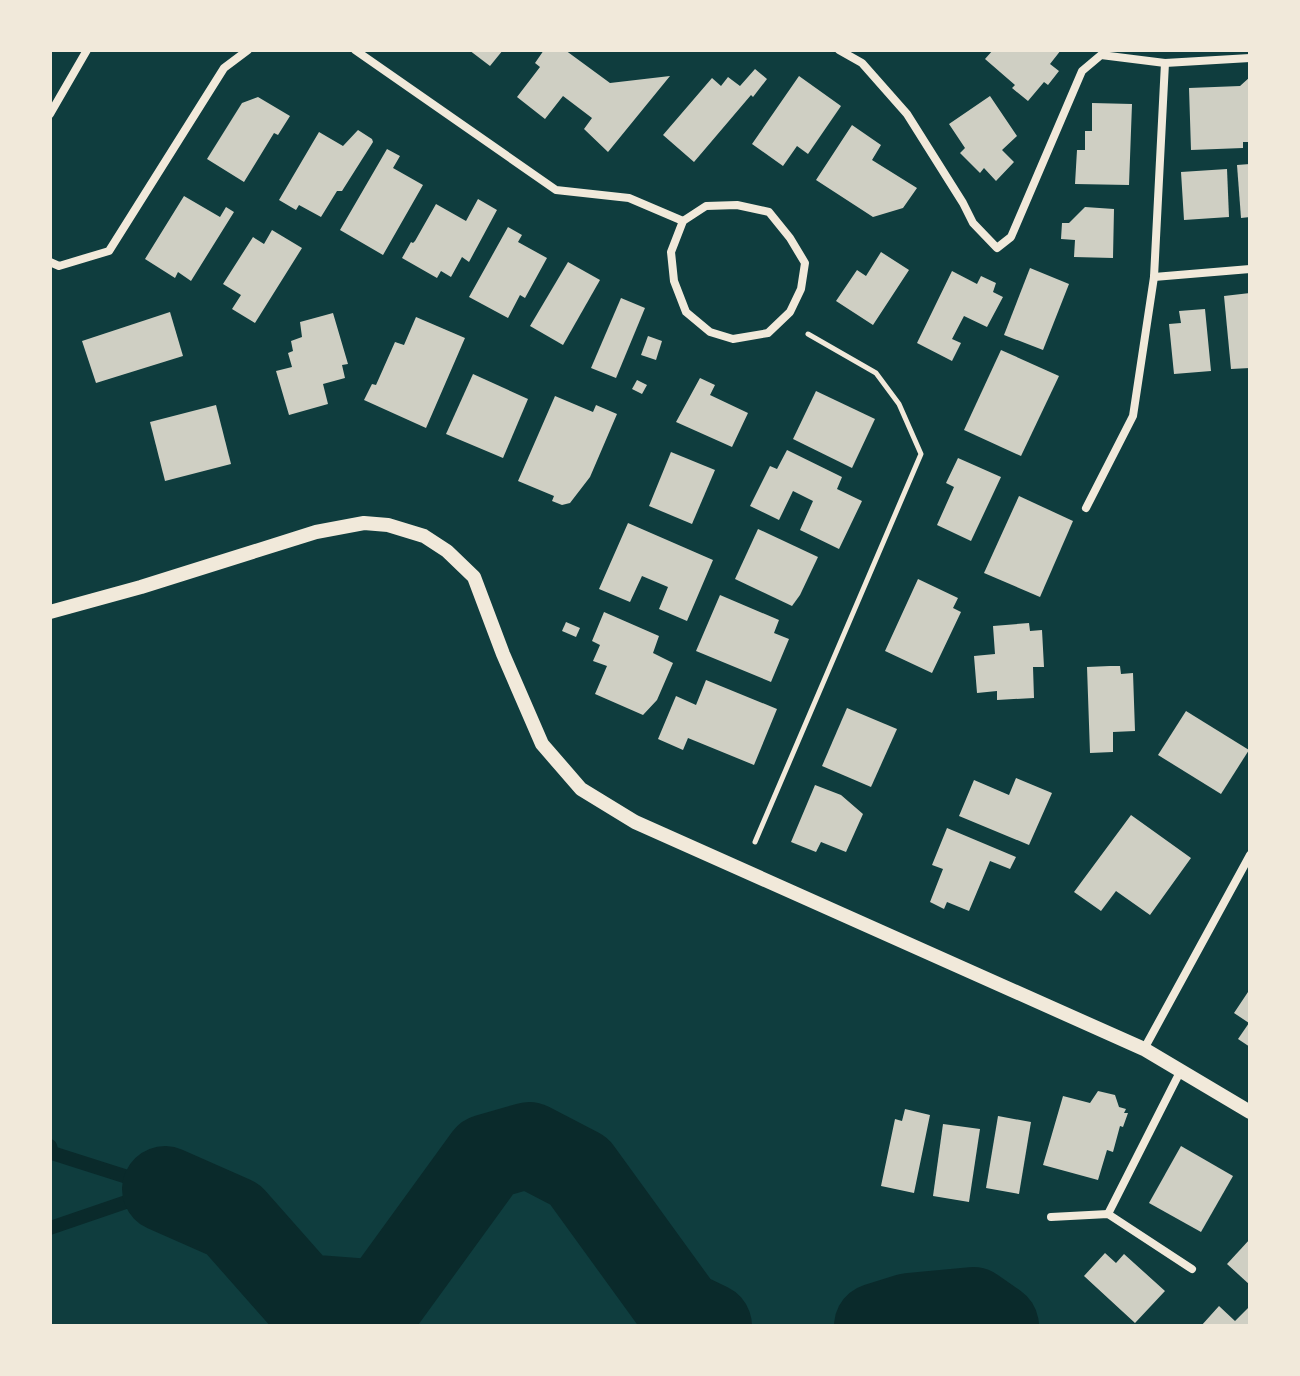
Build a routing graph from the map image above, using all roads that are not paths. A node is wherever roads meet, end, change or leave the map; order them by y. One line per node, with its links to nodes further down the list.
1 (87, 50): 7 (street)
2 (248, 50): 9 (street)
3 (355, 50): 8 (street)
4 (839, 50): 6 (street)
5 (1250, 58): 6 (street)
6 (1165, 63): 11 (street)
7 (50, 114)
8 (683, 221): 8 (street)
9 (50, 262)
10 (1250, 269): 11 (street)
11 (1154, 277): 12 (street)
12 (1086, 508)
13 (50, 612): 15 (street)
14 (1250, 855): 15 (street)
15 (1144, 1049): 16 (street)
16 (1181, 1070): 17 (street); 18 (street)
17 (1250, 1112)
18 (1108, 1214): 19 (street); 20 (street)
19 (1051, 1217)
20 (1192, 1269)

◆ Brief
Make an exact printout of the listing above, omitting the images.

◆ Your response
Build a routing graph from the map image above, using all roads that are not paths. A node is wherever roads meet, end, change or leave the map; order them by y. One line per node, with its links to nodes further down the list.
1 (87, 50): 7 (street)
2 (248, 50): 9 (street)
3 (355, 50): 8 (street)
4 (839, 50): 6 (street)
5 (1250, 58): 6 (street)
6 (1165, 63): 11 (street)
7 (50, 114)
8 (683, 221): 8 (street)
9 (50, 262)
10 (1250, 269): 11 (street)
11 (1154, 277): 12 (street)
12 (1086, 508)
13 (50, 612): 15 (street)
14 (1250, 855): 15 (street)
15 (1144, 1049): 16 (street)
16 (1181, 1070): 17 (street); 18 (street)
17 (1250, 1112)
18 (1108, 1214): 19 (street); 20 (street)
19 (1051, 1217)
20 (1192, 1269)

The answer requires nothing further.